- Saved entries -
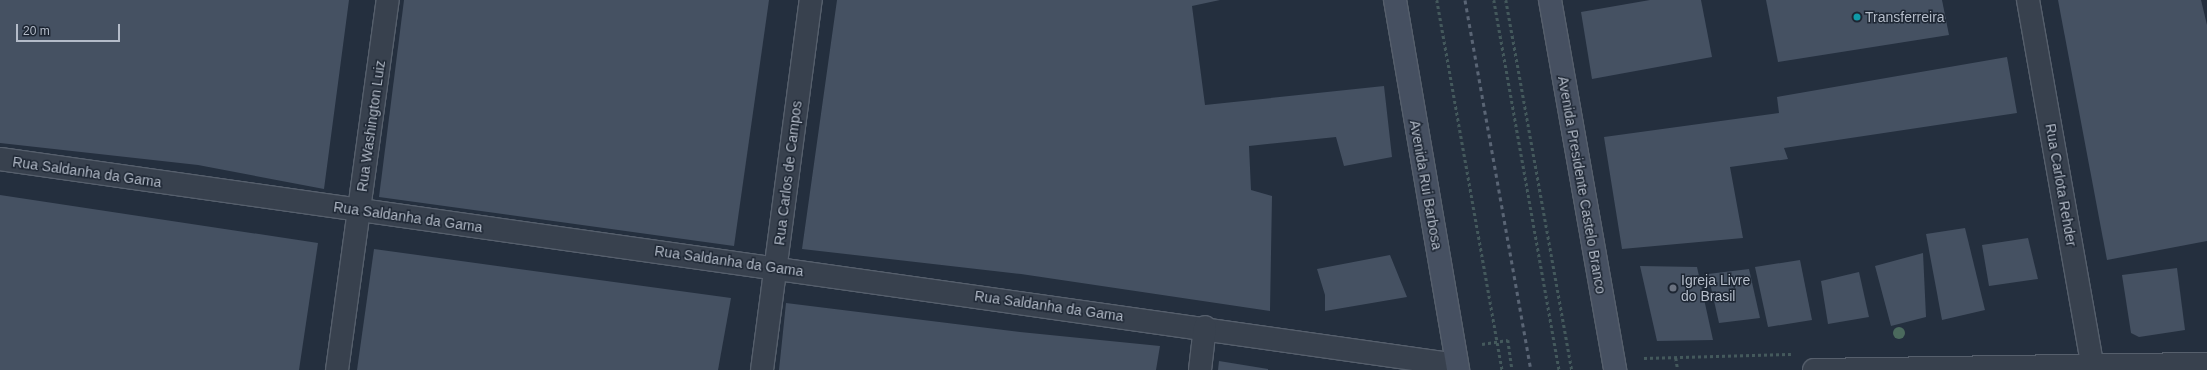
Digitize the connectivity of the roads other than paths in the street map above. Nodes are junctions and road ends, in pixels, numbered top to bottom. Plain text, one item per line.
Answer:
1 (388, 0) edge
2 (811, 0) edge
3 (1395, 0) edge
4 (1550, 0) edge
5 (2028, 0) edge
6 (0, 160) edge
7 (359, 210) junction
8 (776, 268) junction
9 (1206, 327) junction
10 (1456, 361) edge
11 (2207, 364) edge
12 (2092, 367) edge
13 (337, 370) edge
14 (762, 370) edge
15 (1200, 370) edge
16 (1615, 370) edge
17 (1814, 370) edge

1 - 7 street, Rua Washington Luiz
2 - 8 street, Rua Carlos de Campos
3 - 10 main road, Avenida Rui Barbosa
4 - 16 main road, Avenida Presidente Castelo Branco
5 - 12 street, Rua Carlota Rehder
6 - 7 street, Rua Saldanha da Gama
7 - 8 street, Rua Saldanha da Gama
7 - 13 street, Rua Washington Luiz
8 - 9 street, Rua Saldanha da Gama
8 - 14 street, Rua Carlos de Campos
9 - 10 street, Rua Saldanha da Gama
9 - 15 street
11 - 12 street
12 - 17 street

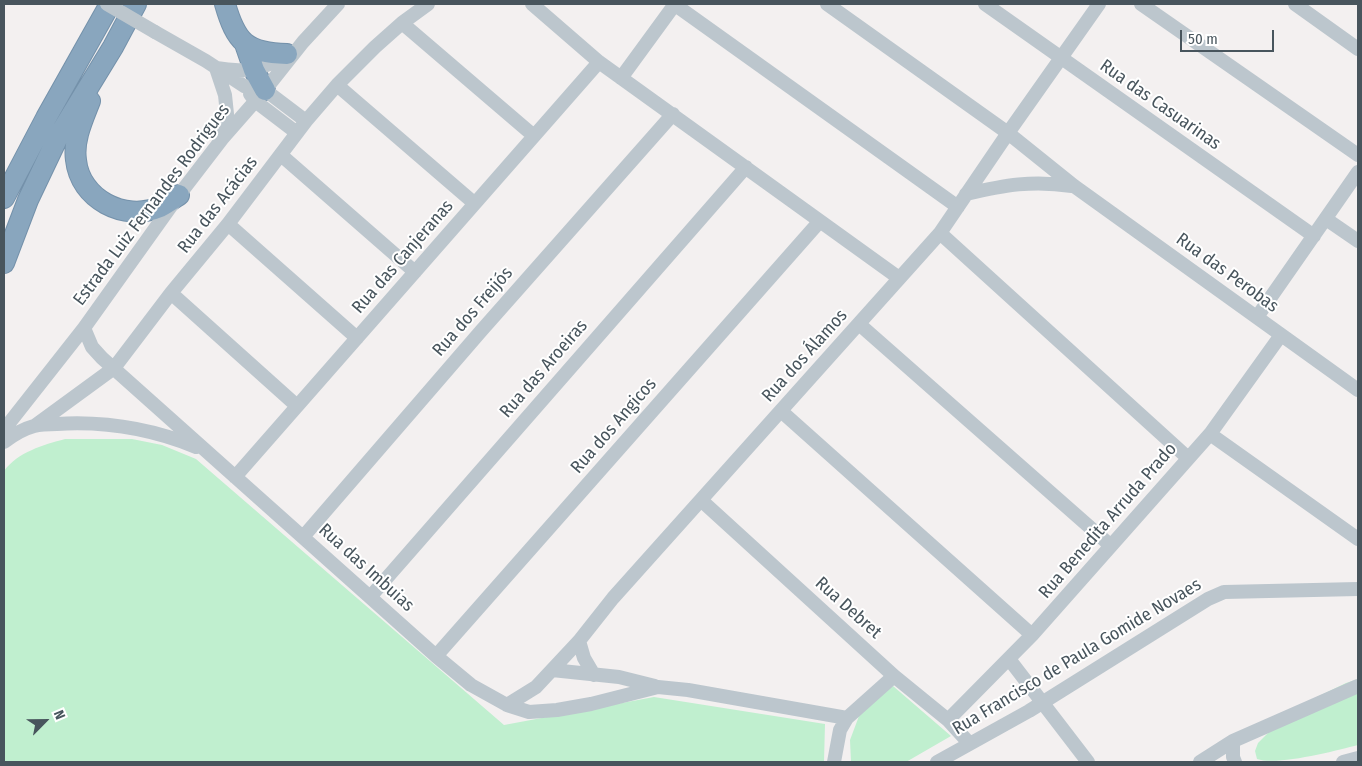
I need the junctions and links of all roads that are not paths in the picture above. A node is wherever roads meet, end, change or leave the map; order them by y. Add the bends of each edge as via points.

- PROBLEM -
If a line in the records above holds the string "paths", copy it.

- EXERCISE RESULT -
Digitize the connectivity of the roads other than paths in the street map above. Nodes are junctions and road ends, in pixels, numbered top to bottom. Plain text, one item per line.
I need the junctions and links of all roads that are not paths in the picture above. A node is wherever roads meet, end, change or leave the map; order them by y. Add the bends of each edge as via points.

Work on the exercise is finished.